DoD and BARDA have funded grants and contracts totaling $49 million for the development of entolimod for its biodefense indication;

• The government of the Russian Federation has funded a series of our contracts totaling $17.3 million, based on the exchange rates in effect on the date of funding. These contracts included a requirement for us to contribute matching funds, which we have satisfied;

• We have been awarded $4.0 million in grants and contracts not described above, all of which have been recognized at June 30, 2021;

• Incuron was formed to develop and commercialize the Curaxins product line, including its lead oncology drug candidate CBL0137. In 2015, we sold our ownership interest in Incuron for approximately $4.0 million and retain a 2% royalty interest in the CBL0137 technology;

• Panacela was formed to develop and commercialize preclinical compounds, which were transferred to Panacela through assignment and lease agreements. RUSNANO contributed $9.0 million to Panacela and the Company contributed $3.0 million plus intellectual property to Panacela. As of the date of this filing, the Company owns 67.57% of Panacela; and

• The Company formed its GPI joint venture with Everon. GPI, which is currently 50% owned by the Company and 50% owned by Everon, is undertaking a research and development program aimed at clinical testing of entolimod and GP532 (a variant of our entolimod drug candidate) and the development of medications with anti-aging and other indications associated with genome damage. GPI has been funded by an initial investment of $10.5 million from venture capital fund Norma Investments Limited.

Since the end of the fiscal quarter ended June 30, 2021, as a result of the Merger, we have become party to several new financing arrangements, including a credit facility and equity line-of-credit agreement, that have provided us with additional cash in the aggregate amount of approximately $10 million. We have the capacity to make further borrowings and drawings under these facilities, which can provide us with additional working capital. See " - Avenue Facility" and " - GEM Equity Line Agreement" below.

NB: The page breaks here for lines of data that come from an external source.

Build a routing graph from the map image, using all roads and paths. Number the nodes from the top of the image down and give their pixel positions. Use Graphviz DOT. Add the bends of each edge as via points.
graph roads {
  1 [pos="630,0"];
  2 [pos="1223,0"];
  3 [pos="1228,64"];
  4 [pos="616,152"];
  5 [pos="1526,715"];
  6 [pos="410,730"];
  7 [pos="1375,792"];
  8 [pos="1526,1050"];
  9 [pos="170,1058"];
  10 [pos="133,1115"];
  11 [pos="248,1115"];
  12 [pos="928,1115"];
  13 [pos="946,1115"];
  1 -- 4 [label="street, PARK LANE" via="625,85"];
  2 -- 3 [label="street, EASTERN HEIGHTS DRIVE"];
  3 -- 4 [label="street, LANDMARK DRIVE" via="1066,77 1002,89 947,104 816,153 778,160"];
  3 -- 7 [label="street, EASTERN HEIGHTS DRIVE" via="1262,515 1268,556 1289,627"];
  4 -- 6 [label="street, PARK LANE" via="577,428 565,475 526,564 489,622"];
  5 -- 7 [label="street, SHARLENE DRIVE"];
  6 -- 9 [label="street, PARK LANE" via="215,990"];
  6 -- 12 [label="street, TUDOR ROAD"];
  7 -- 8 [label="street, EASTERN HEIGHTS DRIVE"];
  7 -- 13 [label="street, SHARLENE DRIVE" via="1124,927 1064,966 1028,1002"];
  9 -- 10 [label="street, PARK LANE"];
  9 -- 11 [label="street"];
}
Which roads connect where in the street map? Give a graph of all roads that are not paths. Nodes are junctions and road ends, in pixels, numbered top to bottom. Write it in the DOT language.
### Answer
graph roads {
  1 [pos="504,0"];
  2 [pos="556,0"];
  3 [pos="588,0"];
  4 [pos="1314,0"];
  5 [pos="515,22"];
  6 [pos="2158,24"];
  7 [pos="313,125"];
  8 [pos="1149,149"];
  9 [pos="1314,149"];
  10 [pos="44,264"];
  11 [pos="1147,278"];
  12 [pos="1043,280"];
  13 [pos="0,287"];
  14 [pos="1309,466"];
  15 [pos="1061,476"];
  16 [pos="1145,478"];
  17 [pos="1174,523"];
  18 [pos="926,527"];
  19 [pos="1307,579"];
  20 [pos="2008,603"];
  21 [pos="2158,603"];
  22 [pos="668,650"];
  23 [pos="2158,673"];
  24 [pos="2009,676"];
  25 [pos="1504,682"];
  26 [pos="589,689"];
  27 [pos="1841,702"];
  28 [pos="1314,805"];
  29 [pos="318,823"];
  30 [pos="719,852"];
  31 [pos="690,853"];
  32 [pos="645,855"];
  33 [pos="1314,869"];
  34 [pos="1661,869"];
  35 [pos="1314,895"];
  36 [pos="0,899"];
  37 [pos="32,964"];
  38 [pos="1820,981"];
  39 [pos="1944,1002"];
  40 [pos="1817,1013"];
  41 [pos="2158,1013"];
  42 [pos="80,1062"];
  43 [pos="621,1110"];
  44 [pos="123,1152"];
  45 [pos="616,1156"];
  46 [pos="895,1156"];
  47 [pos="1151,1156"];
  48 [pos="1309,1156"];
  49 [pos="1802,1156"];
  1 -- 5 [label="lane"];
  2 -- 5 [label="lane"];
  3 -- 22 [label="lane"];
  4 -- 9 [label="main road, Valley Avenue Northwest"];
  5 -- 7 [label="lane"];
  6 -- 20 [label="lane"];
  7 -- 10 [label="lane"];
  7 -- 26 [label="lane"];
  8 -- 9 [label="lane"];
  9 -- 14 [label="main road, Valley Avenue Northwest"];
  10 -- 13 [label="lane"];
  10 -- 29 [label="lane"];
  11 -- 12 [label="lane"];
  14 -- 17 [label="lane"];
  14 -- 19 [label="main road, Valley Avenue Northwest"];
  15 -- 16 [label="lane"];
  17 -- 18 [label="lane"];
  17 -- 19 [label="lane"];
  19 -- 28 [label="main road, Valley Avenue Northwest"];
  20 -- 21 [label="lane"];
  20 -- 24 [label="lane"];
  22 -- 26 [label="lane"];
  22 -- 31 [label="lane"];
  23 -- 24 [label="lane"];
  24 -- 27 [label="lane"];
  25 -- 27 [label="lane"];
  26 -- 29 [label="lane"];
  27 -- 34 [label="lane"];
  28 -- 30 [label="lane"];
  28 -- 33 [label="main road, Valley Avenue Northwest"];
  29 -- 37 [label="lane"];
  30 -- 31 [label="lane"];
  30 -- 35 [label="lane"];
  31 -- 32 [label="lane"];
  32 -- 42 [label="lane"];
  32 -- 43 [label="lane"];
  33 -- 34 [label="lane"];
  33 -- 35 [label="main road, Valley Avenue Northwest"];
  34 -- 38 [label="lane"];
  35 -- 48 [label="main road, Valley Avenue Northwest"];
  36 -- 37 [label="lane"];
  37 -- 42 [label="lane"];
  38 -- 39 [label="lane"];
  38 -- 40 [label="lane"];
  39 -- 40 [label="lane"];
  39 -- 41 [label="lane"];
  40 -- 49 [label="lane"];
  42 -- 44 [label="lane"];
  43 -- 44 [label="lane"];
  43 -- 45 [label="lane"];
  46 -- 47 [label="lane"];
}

We have incurred cumulative net losses and expect to incur additional losses related to our R&D activities. We do not have commercial products and have limited capital resources and our contracts and grants with the DoD were completed in 2020, meaning that we are currently not generating any revenues or cash from operations. At June 30, 2021, we had cash and cash equivalents of $13.8 million, which represents a increase of $11.5 million since the end of our last fiscal year. This increase was caused by our capital raise, offset by our net cash used in operations of $1.2 million during the six months ended June 30, 2021. We expect our cash and cash equivalents to fund our projected operating requirements and allow us to fund our operating plan, in each case, into August 2022. However, until we are able to commercialize our product candidates at a level that covers our cash expenses, we will need to raise substantial additional capital, which we may be unable to raise in sufficient amounts, when needed and at acceptable terms. Our plans with regard to these matters may include seeking additional capital through debt or equity financing, the sale or license of drug candidates, the sale of certain of our tangible and/or intangible assets, the sale of interests in our subsidiaries or joint ventures, obtaining additional government research funding, or entering into other strategic transactions. There can be no assurance that we will be able to obtain future financing on acceptable terms, obtain additional government financing for our operations, or enter into other strategic transactions. In addition, the recent outbreak of the novel coronavirus known as COVID-19 has significantly disrupted world financial markets, negatively impacted U.S. market conditions and may reduce opportunities for us to seek out additional funding. If we are unable to raise adequate capital and/or achieve profitable operations, future operations might need to be scaled back or discontinued. The financial statements do not include any adjustments relating to the recoverability of the carrying amount of recorded assets and liabilities that might result from the outcome of these uncertainties.